母は数年前から認知症を患っており、だいぶ足腰も弱くなっていた。階段の上り下りやトイレ、お風呂はもちろん、つえなしでは歩くことすらおぼつかないため、家のなかのちょっとした移動であってもひかりの介護が必要だった。
しかも介護はほとんどワンオペだ。パート中は訪問介護士が来てくれることもあるが、ひかりの生活は、ただただ疲弊するばかりだった。
かつてはひかりにとっての理解者であり、心の支えだった母は、今やその影も形もない。ひかりを見ても誰だか分からなくなることが増え、こうして誰だと声を荒らげられてしまうことも少なくなかった。

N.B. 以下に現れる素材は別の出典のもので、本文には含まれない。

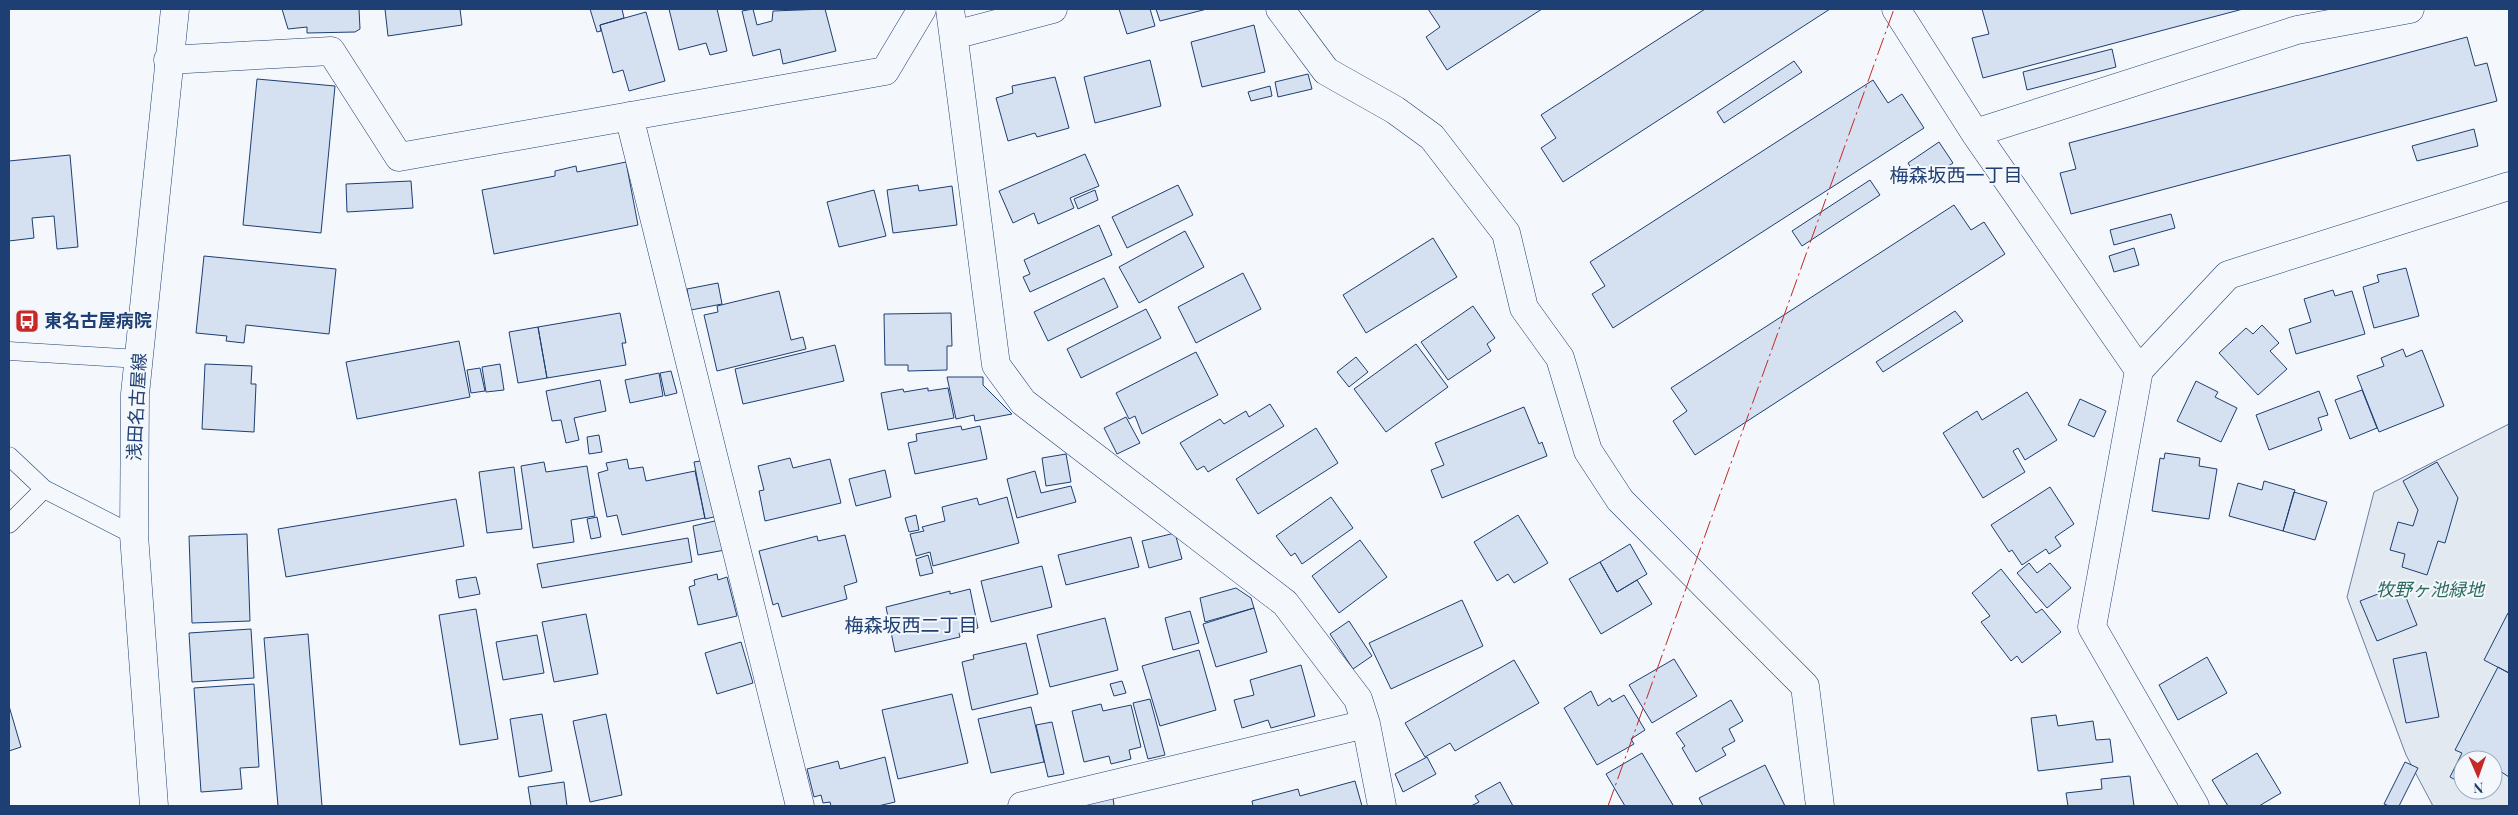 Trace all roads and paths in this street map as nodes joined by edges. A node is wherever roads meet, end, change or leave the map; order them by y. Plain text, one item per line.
1 (175, 9) edge
2 (922, 9) edge
3 (950, 9) edge
4 (1053, 9) edge
5 (1280, 9) edge
6 (1896, 9) edge
7 (2410, 9) edge
8 (954, 35) junction
9 (168, 60) junction
10 (629, 116) junction
11 (1975, 132) junction
12 (2509, 186) edge
13 (9, 351) edge
14 (139, 359) junction
15 (2139, 370) junction
16 (9, 456) edge
17 (44, 489) junction
18 (9, 524) edge
19 (134, 535) junction
20 (1366, 724) junction
21 (154, 806) edge
22 (800, 806) edge
23 (1022, 806) edge
24 (1382, 806) edge
25 (1820, 806) edge
26 (2195, 806) edge

1 - 9 street, 浅田名古屋線
2 - 10 street
3 - 8 street
4 - 8 street
5 - 25 street
6 - 11 street
7 - 11 street
8 - 20 street
9 - 10 street
9 - 14 street, 浅田名古屋線
10 - 22 street
11 - 15 street
12 - 15 street
13 - 14 lane
14 - 19 street, 浅田名古屋線
15 - 26 street
16 - 17 lane
17 - 18 lane
17 - 19 lane
19 - 21 street, 浅田名古屋線
20 - 23 street
20 - 24 street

「ひかりさん、お疲れさまです。お母さん、今日はちょっとご機嫌が悪いみたいですね。でも、もうすぐ落ち着かれると思いますよ」
「どうもすみません。いつもありがとうございます……」
キッチンで洗い物をしてくれていた介護士がひかりに声をかけ、荒ぶる母をなだめに向かう。彼女のように親切な人がいることは救いだったが、これではどちらが娘か分からなかった。

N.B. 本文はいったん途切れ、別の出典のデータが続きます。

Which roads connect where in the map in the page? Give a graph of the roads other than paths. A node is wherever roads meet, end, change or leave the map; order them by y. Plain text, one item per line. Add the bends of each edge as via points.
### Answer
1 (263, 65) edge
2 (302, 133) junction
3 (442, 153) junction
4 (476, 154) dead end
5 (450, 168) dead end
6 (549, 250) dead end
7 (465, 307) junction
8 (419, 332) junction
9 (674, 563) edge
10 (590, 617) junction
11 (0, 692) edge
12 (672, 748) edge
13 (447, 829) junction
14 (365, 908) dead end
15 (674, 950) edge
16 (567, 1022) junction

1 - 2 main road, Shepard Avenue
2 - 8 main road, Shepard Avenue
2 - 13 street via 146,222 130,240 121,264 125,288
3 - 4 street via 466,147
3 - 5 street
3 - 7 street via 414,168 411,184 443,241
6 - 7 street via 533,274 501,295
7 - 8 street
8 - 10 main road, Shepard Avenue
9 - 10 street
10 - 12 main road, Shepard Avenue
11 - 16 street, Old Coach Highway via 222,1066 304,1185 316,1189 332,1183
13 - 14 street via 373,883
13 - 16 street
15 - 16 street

今日の出来事など、いくつかの伝達事項をひかりに伝えた介護士が帰ると、ひかりは1人で家事をこなしながら、不審そうに自分を見つめる母の世話をする。人がいれば罵声を浴びせられても、顔を忘れられても、何でもない顔でやり過ごすことができる。しかし1人きりになってしまえば、不信感みなぎる視線1つでさえもひかりの心を深く傷つけるナイフになった。
冷蔵庫の作り置きを活用しつつ、夕食を完成させたころには、すでに窓の外は暗くなっていた。

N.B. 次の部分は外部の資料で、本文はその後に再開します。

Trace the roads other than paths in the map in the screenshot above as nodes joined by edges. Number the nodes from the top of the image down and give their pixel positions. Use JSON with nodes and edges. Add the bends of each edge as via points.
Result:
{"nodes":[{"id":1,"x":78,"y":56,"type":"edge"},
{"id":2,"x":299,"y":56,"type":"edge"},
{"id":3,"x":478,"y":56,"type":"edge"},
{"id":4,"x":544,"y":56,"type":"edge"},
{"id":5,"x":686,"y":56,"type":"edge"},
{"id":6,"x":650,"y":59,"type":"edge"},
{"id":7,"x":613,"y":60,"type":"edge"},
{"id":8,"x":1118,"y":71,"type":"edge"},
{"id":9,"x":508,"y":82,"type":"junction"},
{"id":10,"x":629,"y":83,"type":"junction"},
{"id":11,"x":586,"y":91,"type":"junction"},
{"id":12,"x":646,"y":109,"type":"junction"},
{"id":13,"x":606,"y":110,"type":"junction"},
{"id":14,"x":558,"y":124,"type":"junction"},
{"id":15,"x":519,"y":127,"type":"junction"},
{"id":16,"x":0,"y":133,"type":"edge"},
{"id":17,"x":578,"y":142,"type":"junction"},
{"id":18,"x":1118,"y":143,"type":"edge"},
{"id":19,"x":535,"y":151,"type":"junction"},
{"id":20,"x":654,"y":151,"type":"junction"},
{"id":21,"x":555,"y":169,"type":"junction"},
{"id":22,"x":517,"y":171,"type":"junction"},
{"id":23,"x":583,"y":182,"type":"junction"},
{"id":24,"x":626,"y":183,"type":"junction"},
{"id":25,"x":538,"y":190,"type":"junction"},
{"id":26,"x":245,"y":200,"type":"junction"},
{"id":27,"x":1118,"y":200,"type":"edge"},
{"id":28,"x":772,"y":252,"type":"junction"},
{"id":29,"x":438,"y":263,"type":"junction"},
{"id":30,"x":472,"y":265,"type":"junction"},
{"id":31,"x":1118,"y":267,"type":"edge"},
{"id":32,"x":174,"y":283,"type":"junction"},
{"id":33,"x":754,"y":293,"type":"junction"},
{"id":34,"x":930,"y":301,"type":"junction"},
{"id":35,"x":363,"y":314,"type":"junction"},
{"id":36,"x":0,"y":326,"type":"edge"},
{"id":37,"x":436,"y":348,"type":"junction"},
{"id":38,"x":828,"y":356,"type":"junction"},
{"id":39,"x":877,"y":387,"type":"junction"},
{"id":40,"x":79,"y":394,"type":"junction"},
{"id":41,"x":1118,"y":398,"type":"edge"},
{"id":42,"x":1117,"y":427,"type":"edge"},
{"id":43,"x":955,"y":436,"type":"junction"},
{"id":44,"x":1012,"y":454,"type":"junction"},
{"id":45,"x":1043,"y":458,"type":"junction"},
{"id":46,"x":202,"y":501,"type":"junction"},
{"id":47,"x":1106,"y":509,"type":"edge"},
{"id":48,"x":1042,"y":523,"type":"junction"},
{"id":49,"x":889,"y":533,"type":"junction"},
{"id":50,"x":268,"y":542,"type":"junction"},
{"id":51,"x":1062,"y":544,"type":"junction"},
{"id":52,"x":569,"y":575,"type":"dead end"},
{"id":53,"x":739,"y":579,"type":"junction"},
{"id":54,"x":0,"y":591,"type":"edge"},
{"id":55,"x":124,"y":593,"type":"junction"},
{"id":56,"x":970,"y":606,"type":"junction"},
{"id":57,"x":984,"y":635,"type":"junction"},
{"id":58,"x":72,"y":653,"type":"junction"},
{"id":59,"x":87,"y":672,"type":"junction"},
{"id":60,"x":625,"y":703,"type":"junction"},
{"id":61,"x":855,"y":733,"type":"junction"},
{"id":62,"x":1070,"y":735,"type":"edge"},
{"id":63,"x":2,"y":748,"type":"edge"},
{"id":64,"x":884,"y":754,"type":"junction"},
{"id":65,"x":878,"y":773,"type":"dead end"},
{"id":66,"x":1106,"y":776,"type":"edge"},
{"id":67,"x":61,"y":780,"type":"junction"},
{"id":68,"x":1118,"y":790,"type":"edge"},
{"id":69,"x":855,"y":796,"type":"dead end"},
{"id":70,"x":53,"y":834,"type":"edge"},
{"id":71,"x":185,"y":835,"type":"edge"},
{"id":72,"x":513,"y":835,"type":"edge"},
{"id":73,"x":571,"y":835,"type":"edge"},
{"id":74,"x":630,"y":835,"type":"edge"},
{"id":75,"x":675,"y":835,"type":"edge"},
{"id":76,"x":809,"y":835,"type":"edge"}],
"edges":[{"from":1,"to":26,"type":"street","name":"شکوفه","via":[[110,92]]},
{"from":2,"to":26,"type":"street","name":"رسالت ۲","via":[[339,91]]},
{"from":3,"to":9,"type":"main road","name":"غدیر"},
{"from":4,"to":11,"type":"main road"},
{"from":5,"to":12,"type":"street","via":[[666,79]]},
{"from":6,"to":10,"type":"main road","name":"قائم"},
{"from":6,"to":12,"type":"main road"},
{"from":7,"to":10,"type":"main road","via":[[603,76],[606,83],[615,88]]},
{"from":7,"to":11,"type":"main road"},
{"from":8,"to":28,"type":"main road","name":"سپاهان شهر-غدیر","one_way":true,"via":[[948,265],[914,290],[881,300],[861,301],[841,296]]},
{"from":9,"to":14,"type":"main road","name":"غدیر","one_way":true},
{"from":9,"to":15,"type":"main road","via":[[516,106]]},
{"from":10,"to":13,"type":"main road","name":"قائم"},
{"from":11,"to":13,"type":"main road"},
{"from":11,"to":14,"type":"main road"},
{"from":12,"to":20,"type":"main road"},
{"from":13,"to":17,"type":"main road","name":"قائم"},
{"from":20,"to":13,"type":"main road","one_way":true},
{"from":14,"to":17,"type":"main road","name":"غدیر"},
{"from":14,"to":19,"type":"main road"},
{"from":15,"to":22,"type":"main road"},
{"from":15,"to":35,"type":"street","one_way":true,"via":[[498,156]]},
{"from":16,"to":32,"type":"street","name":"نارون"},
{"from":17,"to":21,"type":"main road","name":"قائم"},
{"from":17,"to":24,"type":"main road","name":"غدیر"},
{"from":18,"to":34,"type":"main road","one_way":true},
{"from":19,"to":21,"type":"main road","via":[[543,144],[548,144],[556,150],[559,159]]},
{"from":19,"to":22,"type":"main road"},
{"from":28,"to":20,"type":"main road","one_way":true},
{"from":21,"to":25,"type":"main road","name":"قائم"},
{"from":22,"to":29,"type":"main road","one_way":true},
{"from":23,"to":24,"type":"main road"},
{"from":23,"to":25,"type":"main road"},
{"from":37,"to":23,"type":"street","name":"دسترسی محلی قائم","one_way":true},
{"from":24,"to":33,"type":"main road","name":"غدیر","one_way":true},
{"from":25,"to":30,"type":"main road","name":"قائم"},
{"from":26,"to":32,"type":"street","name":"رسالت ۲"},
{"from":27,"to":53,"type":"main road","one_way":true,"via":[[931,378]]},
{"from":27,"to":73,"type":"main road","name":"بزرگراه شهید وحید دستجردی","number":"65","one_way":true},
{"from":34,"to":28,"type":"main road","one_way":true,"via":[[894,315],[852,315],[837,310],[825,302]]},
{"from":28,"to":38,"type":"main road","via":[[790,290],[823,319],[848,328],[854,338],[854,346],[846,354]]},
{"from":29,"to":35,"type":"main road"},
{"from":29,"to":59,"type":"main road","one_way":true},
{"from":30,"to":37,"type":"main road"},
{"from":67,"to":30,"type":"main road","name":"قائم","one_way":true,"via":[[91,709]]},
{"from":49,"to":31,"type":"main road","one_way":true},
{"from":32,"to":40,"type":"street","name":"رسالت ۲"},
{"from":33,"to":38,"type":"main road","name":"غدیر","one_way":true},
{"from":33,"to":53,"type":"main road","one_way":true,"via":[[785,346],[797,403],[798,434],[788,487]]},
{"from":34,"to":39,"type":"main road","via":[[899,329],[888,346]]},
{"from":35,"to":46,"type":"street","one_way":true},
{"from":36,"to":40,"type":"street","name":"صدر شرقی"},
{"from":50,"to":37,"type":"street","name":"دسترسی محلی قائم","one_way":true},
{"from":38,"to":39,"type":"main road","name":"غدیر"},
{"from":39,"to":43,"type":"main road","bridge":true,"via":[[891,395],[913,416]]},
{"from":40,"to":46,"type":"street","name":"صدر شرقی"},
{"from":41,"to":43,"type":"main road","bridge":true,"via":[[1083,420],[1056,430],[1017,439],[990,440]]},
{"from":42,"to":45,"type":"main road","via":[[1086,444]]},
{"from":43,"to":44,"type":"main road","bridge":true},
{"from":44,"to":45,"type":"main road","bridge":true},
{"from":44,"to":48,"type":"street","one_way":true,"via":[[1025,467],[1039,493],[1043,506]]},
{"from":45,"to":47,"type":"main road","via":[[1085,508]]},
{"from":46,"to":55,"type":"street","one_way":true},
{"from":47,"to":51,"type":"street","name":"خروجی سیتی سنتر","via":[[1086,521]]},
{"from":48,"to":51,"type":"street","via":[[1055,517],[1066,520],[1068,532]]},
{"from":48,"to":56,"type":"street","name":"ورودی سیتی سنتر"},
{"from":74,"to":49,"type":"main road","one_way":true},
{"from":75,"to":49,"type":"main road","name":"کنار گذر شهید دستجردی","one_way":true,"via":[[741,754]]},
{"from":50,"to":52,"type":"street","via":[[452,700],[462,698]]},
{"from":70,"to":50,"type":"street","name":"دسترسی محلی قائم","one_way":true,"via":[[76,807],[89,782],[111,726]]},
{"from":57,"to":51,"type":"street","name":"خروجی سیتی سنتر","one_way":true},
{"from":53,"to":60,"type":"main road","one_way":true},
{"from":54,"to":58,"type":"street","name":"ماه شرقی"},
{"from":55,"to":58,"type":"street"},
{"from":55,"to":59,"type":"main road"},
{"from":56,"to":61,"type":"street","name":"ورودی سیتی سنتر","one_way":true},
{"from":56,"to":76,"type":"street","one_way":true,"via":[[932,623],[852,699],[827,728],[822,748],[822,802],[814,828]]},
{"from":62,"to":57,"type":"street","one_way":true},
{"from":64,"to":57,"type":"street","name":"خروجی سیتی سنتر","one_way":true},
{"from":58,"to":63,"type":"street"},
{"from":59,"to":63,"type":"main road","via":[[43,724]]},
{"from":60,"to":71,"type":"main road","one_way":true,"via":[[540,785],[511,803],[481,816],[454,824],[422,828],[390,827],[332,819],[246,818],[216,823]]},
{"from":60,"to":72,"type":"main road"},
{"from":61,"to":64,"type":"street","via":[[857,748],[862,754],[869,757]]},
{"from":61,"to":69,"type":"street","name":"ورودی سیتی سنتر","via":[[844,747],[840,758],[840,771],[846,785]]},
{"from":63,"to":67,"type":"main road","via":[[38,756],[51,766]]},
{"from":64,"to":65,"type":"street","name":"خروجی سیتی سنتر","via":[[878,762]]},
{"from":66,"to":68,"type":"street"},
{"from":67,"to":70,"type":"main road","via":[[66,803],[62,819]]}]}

「母さん、そろそろ晩御飯にしよう。今日のおかずはサケ大根だよ」
「嫌だ。私は食べないよ」
暗い気分を振り払うように、なるべく明るく声をかけたが、母の反応は芳しくない。介護士が言っていた通り、今日は機嫌が悪い日なのだろう。
「そんなこと言わないで一緒に食べよう。母さん、大根好きだったでしょう?」
「ばか言うんじゃない。私は大根なんて嫌いだよ。そんなもの食べたくない」
まるで子供のように駄々をこねる母。ひかりには理由も理屈も分からない。その後も食べる食べないのやり取りが延々続き、結局母は夕食を取らずにふて寝してしまった。
きっと母は今日も夜中に腹が減ったと起きてきて、ひかりをたたき起こすのだろう。
1人で食べるサケ大根はほんの少ししょっぱい。沈黙に耐えられずにつけたテレビでは、バラエティー番組の陽気な笑い声が響く。仏壇では父と夫が並んで笑っていた。